Dataset entries
***
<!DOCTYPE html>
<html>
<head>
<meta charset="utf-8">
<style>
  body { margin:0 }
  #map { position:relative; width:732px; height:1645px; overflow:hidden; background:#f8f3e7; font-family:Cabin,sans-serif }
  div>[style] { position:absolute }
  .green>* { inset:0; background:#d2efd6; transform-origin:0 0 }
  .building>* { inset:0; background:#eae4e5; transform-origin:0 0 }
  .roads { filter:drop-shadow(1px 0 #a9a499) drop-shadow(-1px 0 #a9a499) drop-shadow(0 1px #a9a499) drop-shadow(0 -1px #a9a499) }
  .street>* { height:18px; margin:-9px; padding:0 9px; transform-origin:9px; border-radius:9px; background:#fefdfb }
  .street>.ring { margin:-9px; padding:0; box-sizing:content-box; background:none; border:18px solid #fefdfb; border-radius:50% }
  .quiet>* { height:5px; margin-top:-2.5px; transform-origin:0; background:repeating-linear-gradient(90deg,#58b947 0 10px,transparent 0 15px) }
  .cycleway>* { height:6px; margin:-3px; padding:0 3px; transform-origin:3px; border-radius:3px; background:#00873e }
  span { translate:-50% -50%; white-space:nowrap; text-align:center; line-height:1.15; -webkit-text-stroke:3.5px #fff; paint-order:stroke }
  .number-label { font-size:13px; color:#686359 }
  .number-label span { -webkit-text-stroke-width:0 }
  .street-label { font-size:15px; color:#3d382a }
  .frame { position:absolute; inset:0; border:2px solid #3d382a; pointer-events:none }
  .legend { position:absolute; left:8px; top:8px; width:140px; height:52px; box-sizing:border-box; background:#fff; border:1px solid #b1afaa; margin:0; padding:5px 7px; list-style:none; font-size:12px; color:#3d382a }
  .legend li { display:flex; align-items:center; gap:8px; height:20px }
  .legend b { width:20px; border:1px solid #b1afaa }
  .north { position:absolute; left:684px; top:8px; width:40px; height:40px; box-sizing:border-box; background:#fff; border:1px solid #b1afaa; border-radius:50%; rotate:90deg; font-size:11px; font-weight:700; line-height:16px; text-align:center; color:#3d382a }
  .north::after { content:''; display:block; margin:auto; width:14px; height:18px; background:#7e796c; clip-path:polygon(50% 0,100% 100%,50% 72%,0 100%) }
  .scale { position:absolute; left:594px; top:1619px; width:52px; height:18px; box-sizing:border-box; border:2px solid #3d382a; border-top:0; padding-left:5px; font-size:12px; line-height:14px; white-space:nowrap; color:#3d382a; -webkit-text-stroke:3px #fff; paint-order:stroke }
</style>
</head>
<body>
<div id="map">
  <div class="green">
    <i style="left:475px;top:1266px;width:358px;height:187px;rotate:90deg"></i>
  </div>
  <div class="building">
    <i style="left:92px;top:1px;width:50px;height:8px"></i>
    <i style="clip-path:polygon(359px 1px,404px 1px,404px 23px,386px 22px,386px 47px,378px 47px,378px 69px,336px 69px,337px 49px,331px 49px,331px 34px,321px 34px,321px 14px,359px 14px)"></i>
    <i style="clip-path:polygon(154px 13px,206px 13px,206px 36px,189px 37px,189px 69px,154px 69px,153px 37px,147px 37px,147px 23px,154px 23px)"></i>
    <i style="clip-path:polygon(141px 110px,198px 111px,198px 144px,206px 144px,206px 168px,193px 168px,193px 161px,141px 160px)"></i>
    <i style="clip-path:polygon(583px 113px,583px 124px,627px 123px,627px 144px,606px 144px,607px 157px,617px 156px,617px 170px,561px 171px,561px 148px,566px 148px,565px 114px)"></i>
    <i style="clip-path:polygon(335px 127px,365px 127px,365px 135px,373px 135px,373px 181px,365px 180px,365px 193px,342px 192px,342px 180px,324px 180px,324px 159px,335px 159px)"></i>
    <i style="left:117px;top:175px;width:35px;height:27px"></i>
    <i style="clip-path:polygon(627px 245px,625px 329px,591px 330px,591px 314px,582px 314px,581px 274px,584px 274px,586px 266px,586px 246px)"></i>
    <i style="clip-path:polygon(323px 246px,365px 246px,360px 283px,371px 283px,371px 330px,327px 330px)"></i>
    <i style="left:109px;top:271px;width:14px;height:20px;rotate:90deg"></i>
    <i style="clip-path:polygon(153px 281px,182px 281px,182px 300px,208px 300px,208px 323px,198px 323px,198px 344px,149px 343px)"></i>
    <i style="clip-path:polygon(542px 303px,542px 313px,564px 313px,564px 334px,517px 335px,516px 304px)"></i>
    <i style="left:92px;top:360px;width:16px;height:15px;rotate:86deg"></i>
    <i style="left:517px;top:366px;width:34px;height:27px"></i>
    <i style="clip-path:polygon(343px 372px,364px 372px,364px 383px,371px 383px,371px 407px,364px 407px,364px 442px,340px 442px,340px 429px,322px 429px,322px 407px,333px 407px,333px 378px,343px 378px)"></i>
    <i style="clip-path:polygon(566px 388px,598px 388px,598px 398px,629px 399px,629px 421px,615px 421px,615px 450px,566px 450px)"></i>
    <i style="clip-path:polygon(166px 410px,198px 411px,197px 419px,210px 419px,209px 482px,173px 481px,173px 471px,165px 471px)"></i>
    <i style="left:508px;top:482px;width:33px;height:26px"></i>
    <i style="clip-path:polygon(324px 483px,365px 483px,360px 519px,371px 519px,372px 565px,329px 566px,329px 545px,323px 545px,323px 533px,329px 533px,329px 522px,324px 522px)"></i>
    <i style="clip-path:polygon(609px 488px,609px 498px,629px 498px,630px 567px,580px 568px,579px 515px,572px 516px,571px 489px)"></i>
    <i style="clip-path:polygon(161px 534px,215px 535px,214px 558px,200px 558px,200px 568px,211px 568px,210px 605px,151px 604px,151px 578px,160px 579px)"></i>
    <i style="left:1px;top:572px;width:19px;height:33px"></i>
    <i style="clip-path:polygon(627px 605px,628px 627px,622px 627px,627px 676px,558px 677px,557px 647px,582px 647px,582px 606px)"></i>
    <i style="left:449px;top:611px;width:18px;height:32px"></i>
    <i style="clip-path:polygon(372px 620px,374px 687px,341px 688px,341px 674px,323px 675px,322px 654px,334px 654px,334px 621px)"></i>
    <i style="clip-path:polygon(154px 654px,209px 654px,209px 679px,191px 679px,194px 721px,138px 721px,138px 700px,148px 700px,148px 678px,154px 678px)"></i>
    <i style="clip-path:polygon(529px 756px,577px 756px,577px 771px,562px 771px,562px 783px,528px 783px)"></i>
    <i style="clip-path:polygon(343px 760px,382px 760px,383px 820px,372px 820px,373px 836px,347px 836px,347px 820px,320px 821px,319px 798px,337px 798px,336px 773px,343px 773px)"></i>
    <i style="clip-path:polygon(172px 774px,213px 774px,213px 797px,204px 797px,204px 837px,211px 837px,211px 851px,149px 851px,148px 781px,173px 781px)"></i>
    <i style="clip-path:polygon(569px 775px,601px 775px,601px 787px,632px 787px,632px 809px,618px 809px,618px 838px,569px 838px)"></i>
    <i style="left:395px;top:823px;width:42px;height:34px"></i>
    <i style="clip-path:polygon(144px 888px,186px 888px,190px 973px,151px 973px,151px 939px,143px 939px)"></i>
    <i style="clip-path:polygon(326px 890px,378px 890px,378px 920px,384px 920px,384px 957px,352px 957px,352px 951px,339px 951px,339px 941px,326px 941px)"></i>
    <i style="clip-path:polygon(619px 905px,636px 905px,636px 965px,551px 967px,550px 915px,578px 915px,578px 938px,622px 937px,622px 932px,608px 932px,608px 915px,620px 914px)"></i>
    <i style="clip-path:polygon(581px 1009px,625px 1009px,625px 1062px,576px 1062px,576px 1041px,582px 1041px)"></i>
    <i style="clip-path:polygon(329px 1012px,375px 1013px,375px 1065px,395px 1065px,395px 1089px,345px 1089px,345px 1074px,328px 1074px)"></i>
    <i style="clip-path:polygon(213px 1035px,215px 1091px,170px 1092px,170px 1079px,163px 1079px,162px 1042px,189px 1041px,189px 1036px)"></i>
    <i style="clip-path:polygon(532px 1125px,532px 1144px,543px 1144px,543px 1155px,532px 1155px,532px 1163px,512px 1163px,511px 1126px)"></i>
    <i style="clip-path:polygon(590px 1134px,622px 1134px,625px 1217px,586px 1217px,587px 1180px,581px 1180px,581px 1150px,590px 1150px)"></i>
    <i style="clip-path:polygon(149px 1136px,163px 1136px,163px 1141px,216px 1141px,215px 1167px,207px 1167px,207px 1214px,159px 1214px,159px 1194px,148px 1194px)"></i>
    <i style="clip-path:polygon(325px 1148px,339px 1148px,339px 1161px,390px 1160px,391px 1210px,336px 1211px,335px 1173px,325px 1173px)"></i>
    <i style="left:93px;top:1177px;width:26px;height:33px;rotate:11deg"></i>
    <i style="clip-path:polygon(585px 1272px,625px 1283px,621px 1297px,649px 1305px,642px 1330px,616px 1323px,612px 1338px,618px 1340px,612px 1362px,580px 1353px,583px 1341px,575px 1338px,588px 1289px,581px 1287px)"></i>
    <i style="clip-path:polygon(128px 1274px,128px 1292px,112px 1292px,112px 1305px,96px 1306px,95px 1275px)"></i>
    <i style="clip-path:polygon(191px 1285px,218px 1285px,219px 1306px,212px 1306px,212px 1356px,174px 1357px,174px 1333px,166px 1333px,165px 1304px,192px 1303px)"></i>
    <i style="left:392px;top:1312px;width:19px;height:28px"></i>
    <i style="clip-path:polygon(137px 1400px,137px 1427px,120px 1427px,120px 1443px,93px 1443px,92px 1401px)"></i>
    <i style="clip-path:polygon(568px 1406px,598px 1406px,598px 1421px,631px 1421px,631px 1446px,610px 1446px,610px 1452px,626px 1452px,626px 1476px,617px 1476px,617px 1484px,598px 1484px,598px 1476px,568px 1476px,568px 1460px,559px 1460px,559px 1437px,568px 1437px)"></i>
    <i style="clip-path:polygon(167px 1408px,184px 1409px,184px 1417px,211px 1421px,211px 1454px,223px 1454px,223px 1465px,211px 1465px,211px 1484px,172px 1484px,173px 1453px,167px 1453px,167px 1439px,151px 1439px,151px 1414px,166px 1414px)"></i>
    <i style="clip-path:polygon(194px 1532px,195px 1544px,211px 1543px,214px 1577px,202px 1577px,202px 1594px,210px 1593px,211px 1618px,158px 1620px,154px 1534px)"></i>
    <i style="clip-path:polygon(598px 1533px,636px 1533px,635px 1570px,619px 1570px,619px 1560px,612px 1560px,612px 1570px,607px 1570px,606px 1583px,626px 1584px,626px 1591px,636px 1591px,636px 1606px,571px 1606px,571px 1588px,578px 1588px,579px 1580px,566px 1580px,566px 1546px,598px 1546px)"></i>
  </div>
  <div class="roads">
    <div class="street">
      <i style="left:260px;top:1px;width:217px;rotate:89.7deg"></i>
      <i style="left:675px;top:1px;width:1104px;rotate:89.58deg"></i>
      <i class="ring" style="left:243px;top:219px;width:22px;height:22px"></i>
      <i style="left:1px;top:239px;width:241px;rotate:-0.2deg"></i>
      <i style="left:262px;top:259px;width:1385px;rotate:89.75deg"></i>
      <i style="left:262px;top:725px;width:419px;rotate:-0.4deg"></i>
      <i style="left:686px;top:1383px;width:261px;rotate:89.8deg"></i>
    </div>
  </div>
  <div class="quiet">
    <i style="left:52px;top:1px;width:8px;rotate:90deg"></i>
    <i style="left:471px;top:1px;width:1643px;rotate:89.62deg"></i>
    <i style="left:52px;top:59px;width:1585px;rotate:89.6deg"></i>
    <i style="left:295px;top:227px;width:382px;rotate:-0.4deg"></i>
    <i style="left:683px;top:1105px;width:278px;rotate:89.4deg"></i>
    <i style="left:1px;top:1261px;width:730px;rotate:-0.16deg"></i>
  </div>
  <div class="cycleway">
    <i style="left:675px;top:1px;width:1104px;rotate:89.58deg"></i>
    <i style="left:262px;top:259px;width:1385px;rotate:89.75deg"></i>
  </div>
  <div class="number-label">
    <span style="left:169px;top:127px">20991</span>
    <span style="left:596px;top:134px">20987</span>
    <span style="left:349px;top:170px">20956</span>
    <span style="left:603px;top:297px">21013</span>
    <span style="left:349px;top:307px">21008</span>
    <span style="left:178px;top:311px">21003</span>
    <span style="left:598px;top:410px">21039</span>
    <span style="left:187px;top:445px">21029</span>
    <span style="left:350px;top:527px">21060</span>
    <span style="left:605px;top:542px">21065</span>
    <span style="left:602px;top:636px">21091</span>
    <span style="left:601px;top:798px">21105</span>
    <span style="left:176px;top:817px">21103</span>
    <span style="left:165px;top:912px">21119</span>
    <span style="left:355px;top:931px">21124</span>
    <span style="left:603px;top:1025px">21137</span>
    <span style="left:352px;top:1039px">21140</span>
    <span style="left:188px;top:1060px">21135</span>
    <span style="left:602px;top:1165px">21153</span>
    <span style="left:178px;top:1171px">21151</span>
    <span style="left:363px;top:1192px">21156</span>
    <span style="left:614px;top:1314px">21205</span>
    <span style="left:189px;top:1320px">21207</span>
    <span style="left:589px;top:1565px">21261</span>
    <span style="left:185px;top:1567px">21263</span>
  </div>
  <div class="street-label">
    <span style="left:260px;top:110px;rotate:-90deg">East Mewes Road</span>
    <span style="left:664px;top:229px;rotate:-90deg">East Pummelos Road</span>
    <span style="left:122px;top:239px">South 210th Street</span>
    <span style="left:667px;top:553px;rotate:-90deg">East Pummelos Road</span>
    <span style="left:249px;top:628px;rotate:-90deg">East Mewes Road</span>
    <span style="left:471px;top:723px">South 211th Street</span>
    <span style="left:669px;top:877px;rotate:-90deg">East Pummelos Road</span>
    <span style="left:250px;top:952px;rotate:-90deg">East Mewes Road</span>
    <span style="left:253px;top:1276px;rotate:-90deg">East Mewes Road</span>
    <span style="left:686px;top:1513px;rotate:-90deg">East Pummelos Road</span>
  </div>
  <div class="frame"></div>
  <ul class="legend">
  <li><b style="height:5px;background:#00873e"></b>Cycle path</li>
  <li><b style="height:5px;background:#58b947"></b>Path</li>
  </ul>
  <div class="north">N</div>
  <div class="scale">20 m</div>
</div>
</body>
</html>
***
TASK BRIEF
Output all lines from the beginning of the data up to the line holding "display:flex; align-items:center; gap:8px;", that line included, exactly as written.

SOLUTION TO THIS EXERCISE
<!DOCTYPE html>
<html>
<head>
<meta charset="utf-8">
<style>
  body { margin:0 }
  #map { position:relative; width:732px; height:1645px; overflow:hidden; background:#f8f3e7; font-family:Cabin,sans-serif }
  div>[style] { position:absolute }
  .green>* { inset:0; background:#d2efd6; transform-origin:0 0 }
  .building>* { inset:0; background:#eae4e5; transform-origin:0 0 }
  .roads { filter:drop-shadow(1px 0 #a9a499) drop-shadow(-1px 0 #a9a499) drop-shadow(0 1px #a9a499) drop-shadow(0 -1px #a9a499) }
  .street>* { height:18px; margin:-9px; padding:0 9px; transform-origin:9px; border-radius:9px; background:#fefdfb }
  .street>.ring { margin:-9px; padding:0; box-sizing:content-box; background:none; border:18px solid #fefdfb; border-radius:50% }
  .quiet>* { height:5px; margin-top:-2.5px; transform-origin:0; background:repeating-linear-gradient(90deg,#58b947 0 10px,transparent 0 15px) }
  .cycleway>* { height:6px; margin:-3px; padding:0 3px; transform-origin:3px; border-radius:3px; background:#00873e }
  span { translate:-50% -50%; white-space:nowrap; text-align:center; line-height:1.15; -webkit-text-stroke:3.5px #fff; paint-order:stroke }
  .number-label { font-size:13px; color:#686359 }
  .number-label span { -webkit-text-stroke-width:0 }
  .street-label { font-size:15px; color:#3d382a }
  .frame { position:absolute; inset:0; border:2px solid #3d382a; pointer-events:none }
  .legend { position:absolute; left:8px; top:8px; width:140px; height:52px; box-sizing:border-box; background:#fff; border:1px solid #b1afaa; margin:0; padding:5px 7px; list-style:none; font-size:12px; color:#3d382a }
  .legend li { display:flex; align-items:center; gap:8px; height:20px }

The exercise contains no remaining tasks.